For this exercise, repeat the records below exactly and omit every picture.

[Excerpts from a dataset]

* * * *

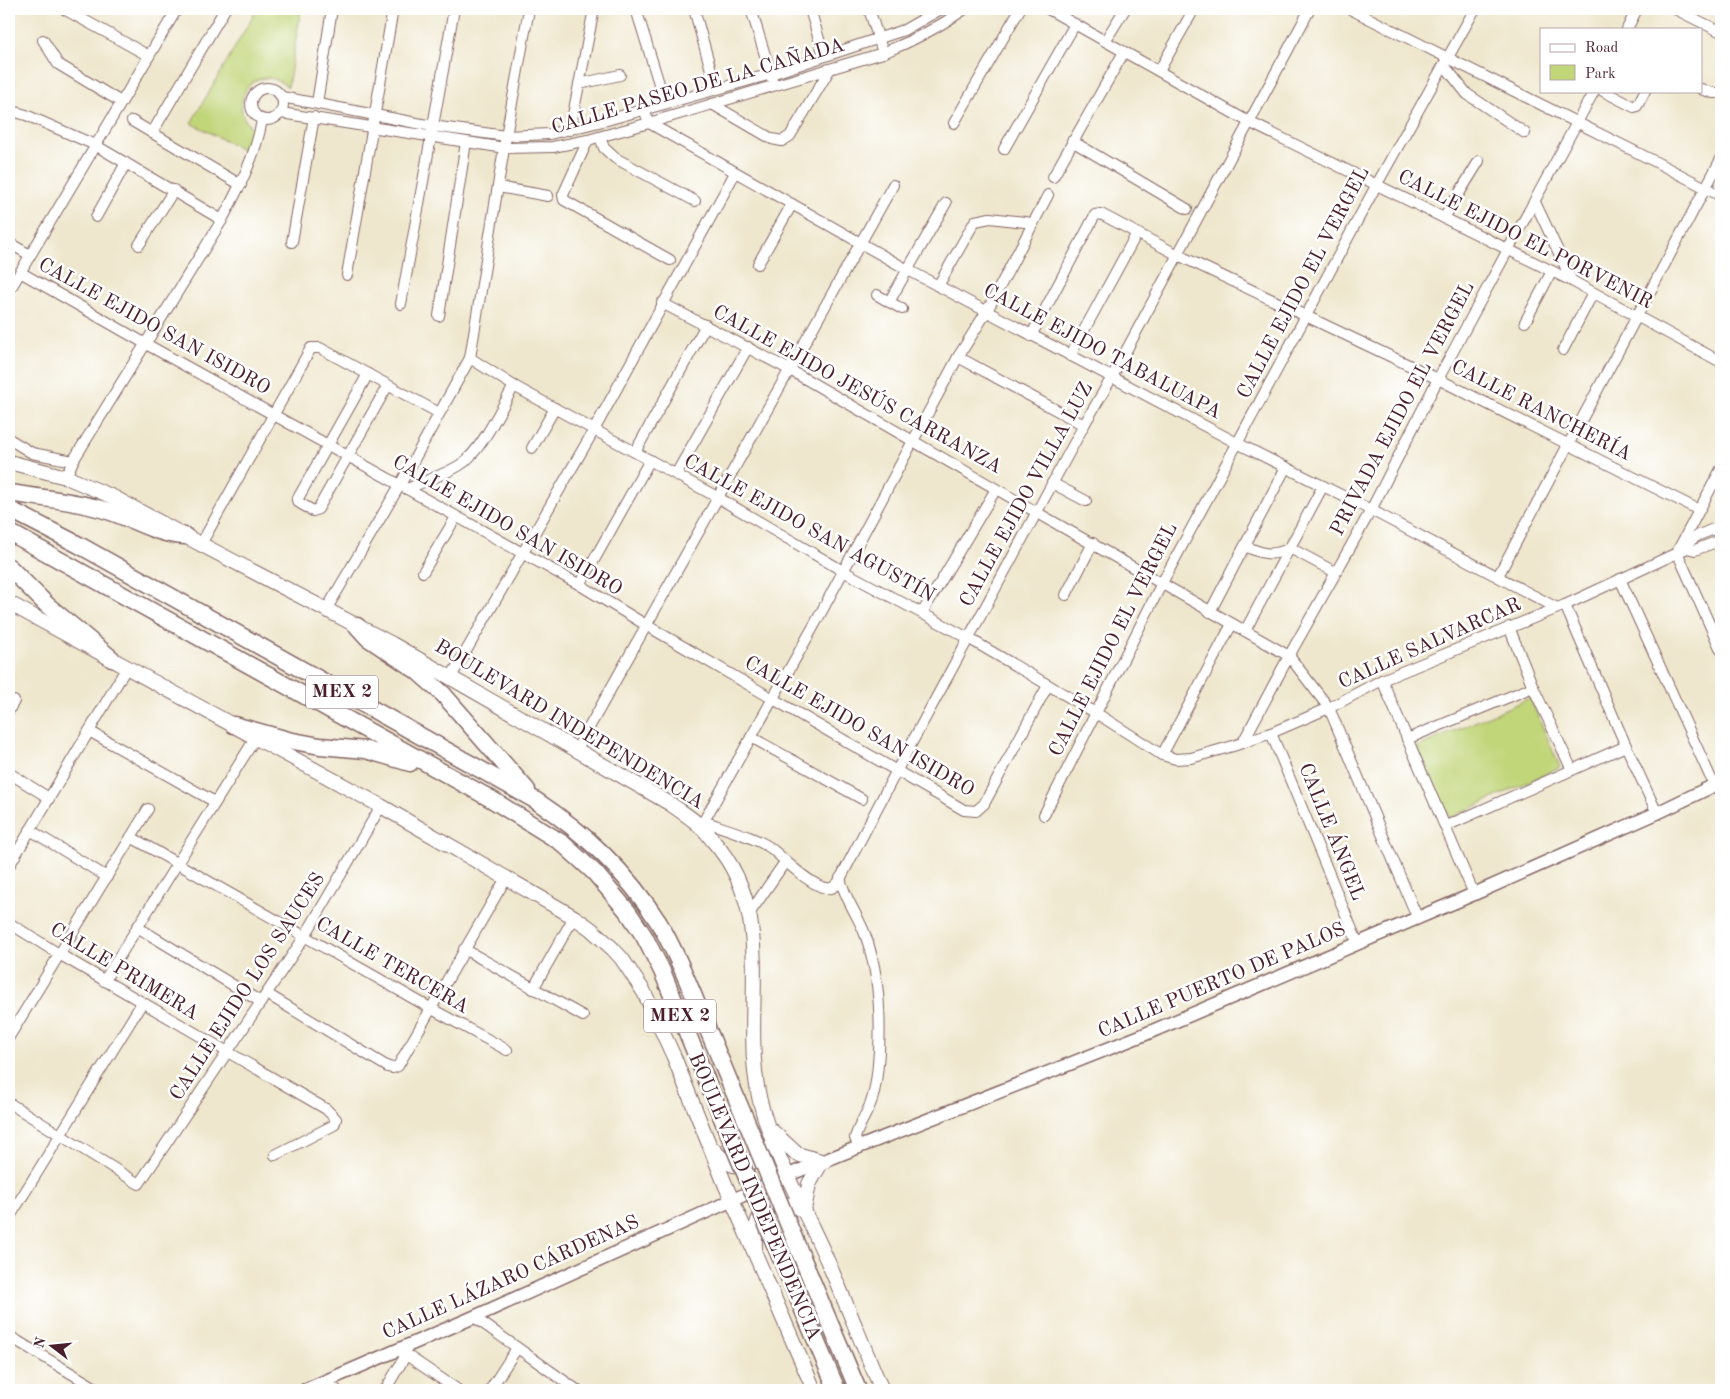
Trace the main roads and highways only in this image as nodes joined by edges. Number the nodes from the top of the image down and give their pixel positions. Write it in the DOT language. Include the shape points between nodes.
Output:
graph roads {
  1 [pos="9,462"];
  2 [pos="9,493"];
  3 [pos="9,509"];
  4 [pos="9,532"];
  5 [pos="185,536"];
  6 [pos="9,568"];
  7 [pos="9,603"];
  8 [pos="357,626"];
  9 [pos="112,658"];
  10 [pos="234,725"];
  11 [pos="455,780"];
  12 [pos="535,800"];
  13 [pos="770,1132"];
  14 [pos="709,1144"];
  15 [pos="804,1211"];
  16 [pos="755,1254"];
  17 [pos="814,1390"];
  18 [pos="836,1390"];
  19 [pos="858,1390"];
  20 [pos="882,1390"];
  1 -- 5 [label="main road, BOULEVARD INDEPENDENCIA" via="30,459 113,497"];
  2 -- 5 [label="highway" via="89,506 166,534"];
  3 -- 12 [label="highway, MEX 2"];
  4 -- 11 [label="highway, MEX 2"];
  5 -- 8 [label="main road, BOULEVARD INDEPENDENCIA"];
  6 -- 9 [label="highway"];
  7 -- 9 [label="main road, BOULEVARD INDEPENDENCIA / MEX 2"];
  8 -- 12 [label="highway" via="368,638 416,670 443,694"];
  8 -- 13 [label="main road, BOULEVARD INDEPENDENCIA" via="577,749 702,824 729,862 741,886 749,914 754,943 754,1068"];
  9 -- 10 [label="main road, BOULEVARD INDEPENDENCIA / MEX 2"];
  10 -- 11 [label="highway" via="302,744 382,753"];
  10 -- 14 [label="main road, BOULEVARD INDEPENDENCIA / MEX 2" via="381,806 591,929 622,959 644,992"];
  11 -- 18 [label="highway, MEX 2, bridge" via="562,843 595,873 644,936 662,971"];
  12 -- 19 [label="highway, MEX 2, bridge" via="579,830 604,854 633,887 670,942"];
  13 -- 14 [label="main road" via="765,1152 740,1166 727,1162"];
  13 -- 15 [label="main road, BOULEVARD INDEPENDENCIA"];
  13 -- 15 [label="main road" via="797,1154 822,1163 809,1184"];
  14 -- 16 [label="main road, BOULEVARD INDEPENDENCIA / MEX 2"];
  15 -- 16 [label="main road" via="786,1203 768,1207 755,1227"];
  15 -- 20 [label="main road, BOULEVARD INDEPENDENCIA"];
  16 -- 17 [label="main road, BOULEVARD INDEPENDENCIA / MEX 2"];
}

* * * *

## Written response
Trace the main roads and highways only in this image as nodes joined by edges. Number the nodes from the top of the image down and give their pixel positions. Write it in the DOT language. Include the shape points between nodes.
Output:
graph roads {
  1 [pos="9,462"];
  2 [pos="9,493"];
  3 [pos="9,509"];
  4 [pos="9,532"];
  5 [pos="185,536"];
  6 [pos="9,568"];
  7 [pos="9,603"];
  8 [pos="357,626"];
  9 [pos="112,658"];
  10 [pos="234,725"];
  11 [pos="455,780"];
  12 [pos="535,800"];
  13 [pos="770,1132"];
  14 [pos="709,1144"];
  15 [pos="804,1211"];
  16 [pos="755,1254"];
  17 [pos="814,1390"];
  18 [pos="836,1390"];
  19 [pos="858,1390"];
  20 [pos="882,1390"];
  1 -- 5 [label="main road, BOULEVARD INDEPENDENCIA" via="30,459 113,497"];
  2 -- 5 [label="highway" via="89,506 166,534"];
  3 -- 12 [label="highway, MEX 2"];
  4 -- 11 [label="highway, MEX 2"];
  5 -- 8 [label="main road, BOULEVARD INDEPENDENCIA"];
  6 -- 9 [label="highway"];
  7 -- 9 [label="main road, BOULEVARD INDEPENDENCIA / MEX 2"];
  8 -- 12 [label="highway" via="368,638 416,670 443,694"];
  8 -- 13 [label="main road, BOULEVARD INDEPENDENCIA" via="577,749 702,824 729,862 741,886 749,914 754,943 754,1068"];
  9 -- 10 [label="main road, BOULEVARD INDEPENDENCIA / MEX 2"];
  10 -- 11 [label="highway" via="302,744 382,753"];
  10 -- 14 [label="main road, BOULEVARD INDEPENDENCIA / MEX 2" via="381,806 591,929 622,959 644,992"];
  11 -- 18 [label="highway, MEX 2, bridge" via="562,843 595,873 644,936 662,971"];
  12 -- 19 [label="highway, MEX 2, bridge" via="579,830 604,854 633,887 670,942"];
  13 -- 14 [label="main road" via="765,1152 740,1166 727,1162"];
  13 -- 15 [label="main road, BOULEVARD INDEPENDENCIA"];
  13 -- 15 [label="main road" via="797,1154 822,1163 809,1184"];
  14 -- 16 [label="main road, BOULEVARD INDEPENDENCIA / MEX 2"];
  15 -- 16 [label="main road" via="786,1203 768,1207 755,1227"];
  15 -- 20 [label="main road, BOULEVARD INDEPENDENCIA"];
  16 -- 17 [label="main road, BOULEVARD INDEPENDENCIA / MEX 2"];
}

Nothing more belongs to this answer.